### Saved entries:
---
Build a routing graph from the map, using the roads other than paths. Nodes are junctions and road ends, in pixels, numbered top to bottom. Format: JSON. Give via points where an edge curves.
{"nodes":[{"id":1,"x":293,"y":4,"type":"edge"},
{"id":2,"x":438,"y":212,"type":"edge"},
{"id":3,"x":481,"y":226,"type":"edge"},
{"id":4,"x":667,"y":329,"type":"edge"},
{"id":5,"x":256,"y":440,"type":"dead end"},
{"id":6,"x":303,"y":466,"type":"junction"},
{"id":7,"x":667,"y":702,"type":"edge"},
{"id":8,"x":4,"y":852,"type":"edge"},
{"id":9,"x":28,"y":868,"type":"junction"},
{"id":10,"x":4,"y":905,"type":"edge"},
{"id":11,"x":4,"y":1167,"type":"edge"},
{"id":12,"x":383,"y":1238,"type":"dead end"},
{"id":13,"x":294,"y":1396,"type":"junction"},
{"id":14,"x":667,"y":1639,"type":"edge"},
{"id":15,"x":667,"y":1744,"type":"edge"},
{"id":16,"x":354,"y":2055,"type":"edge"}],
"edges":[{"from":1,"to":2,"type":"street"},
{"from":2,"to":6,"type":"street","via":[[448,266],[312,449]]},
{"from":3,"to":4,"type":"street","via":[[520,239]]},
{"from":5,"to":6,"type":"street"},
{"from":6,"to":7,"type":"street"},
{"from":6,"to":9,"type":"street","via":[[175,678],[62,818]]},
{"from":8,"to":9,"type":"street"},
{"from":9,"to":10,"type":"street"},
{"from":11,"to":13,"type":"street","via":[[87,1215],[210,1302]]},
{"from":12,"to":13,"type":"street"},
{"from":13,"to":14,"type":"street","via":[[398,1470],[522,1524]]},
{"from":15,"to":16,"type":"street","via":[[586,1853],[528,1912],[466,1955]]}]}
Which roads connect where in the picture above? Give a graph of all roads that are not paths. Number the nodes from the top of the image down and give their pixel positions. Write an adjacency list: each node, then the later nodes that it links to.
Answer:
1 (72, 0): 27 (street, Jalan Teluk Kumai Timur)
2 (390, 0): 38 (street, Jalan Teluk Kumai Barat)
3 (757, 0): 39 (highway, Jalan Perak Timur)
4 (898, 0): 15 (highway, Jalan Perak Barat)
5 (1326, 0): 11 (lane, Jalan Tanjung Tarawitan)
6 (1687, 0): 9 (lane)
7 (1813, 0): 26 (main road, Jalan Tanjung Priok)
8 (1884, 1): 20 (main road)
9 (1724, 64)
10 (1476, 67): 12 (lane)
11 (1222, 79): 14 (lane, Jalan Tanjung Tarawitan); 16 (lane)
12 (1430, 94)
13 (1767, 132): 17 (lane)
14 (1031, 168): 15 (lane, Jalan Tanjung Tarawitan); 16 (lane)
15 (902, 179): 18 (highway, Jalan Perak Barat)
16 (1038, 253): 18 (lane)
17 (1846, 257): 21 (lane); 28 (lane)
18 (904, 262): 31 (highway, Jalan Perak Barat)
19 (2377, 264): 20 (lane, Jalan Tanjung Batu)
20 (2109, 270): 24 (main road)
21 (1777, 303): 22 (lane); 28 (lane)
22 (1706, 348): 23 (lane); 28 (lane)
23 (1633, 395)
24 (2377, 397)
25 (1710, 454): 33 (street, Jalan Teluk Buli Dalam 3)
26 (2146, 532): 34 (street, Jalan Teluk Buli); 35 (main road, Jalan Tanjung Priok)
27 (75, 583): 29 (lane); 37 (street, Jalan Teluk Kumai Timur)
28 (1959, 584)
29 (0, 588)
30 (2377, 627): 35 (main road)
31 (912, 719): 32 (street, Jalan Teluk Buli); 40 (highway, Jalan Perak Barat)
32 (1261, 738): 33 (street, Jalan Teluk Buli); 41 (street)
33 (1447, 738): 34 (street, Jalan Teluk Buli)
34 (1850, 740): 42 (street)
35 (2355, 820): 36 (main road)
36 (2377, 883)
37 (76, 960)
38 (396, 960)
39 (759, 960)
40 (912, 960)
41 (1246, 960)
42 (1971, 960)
---
### Exercise details:
Scan the data above; copy every line where "paths" appears.

### Finished task:
Build a routing graph from the map, using the roads other than paths. Nodes are junctions and road ends, in pixels, numbered top to bottom. Format: JSON. Give via points where an edge curves.
Which roads connect where in the picture above? Give a graph of all roads that are not paths. Number the nodes from the top of the image down and give their pixel positions. Write an adjacency list: each node, then the later nodes that it links to.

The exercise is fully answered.